Return exactly the lines of the records below, starting at the line that contains "pinky tip: (325, 154)" and ending at the line that contains "pinky tip: (790, 577)", with both of those lines kept.

──────── RECORDS SUPPLIED

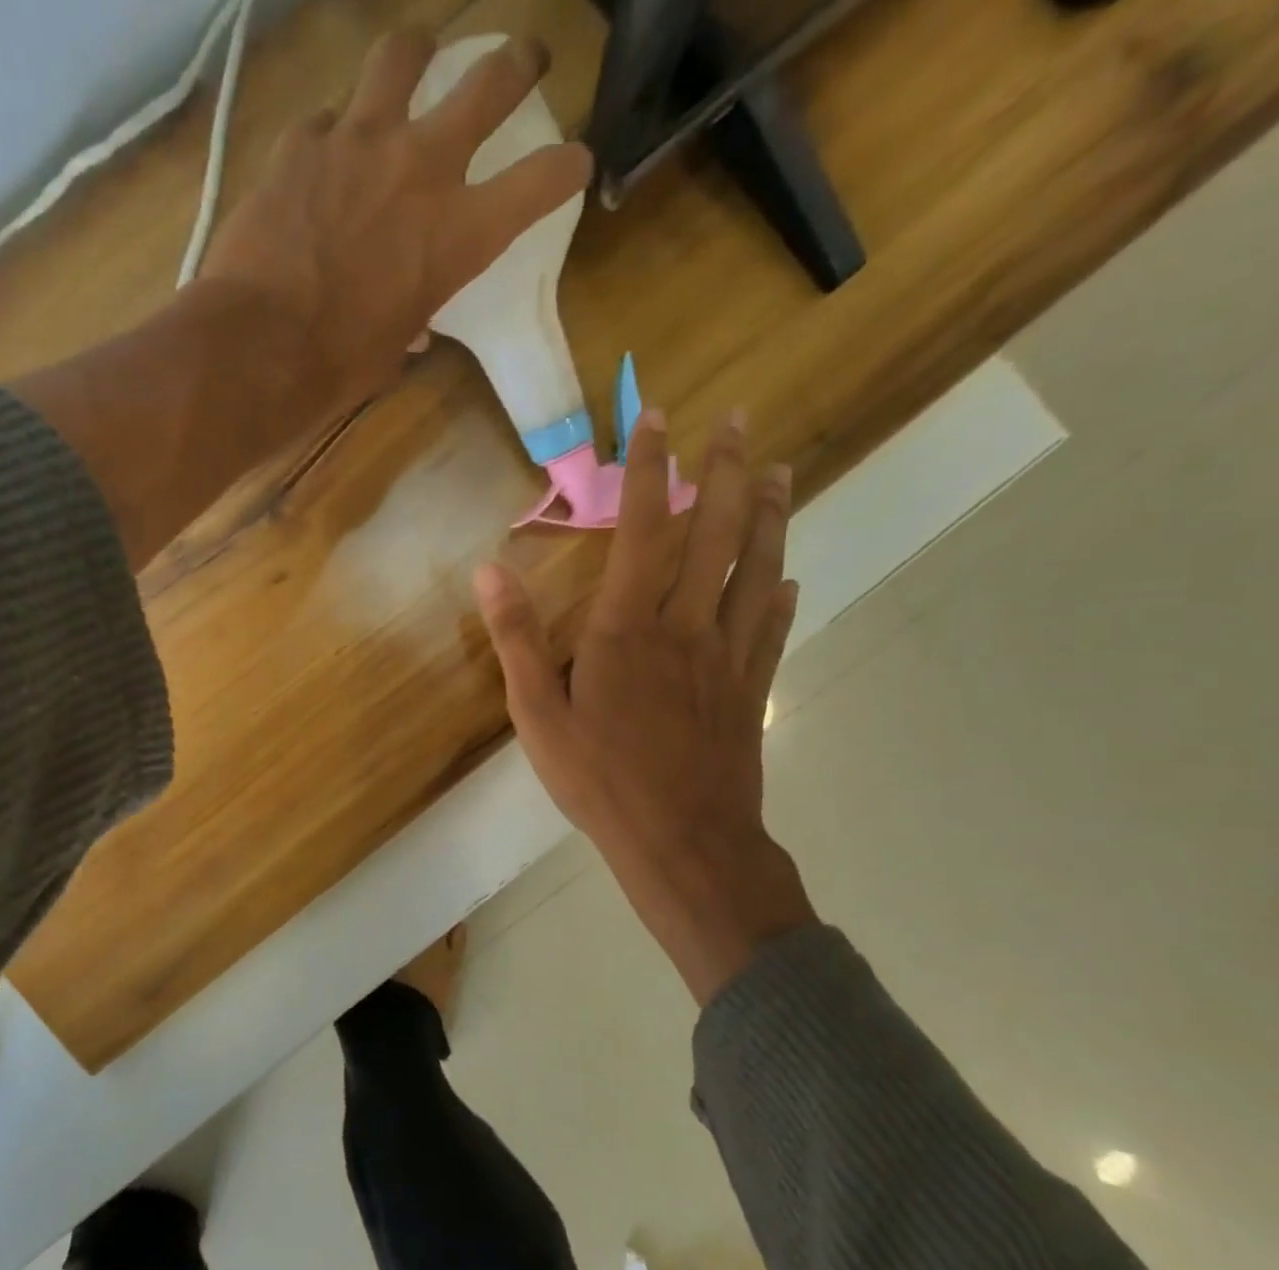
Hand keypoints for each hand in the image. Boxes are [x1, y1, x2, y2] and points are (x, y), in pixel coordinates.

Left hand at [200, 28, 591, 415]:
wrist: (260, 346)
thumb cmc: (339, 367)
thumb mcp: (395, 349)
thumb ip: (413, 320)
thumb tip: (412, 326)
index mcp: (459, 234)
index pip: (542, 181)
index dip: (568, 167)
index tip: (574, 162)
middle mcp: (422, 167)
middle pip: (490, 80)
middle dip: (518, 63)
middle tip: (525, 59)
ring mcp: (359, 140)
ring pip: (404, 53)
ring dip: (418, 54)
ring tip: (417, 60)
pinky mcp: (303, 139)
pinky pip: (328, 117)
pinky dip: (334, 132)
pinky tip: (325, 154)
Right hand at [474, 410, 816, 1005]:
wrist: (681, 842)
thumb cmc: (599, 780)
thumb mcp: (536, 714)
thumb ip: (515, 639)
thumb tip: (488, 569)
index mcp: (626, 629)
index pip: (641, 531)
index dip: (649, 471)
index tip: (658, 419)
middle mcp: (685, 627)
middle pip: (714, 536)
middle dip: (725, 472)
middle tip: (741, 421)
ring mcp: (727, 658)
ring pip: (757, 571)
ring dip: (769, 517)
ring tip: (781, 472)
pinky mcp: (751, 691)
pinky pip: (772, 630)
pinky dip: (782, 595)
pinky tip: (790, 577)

────────────────
──────── RECORDS SUPPLIED

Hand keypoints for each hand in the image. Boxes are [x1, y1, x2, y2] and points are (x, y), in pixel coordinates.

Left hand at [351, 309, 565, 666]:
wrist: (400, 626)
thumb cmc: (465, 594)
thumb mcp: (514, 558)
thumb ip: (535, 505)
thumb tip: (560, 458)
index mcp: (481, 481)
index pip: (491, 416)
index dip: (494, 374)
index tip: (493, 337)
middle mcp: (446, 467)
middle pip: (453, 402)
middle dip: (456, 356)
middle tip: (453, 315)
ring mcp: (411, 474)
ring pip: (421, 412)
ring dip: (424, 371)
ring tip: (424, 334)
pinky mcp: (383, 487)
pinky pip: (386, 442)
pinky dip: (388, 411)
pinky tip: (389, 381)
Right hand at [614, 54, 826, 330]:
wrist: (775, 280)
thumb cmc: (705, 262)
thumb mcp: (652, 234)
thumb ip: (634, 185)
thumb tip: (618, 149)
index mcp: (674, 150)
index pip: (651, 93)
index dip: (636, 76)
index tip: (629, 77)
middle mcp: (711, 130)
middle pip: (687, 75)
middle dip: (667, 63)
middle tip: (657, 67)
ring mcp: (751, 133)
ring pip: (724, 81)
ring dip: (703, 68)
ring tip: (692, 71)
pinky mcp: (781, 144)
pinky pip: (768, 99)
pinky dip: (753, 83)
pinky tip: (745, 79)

────────────────

**REPLY TO THE EXERCISE**:
pinky tip: (325, 154)
Right hand at [474, 410, 816, 1005]:
wrist: (681, 842)
thumb cmc: (599, 780)
thumb mcp: (536, 714)
thumb ip: (515, 639)
thumb tip: (488, 569)
index mcp: (626, 629)
index pip: (641, 531)
index dip: (649, 471)
index tip: (658, 419)
middle mcp: (685, 627)
middle pip: (714, 536)
middle dip: (725, 472)
middle tip: (741, 421)
ring mcp: (727, 658)
ring pip: (757, 571)
ring dip: (769, 517)
ring tip: (781, 472)
pinky mcp: (751, 691)
pinky pip: (772, 630)
pinky dip: (782, 595)
pinky tip: (790, 577)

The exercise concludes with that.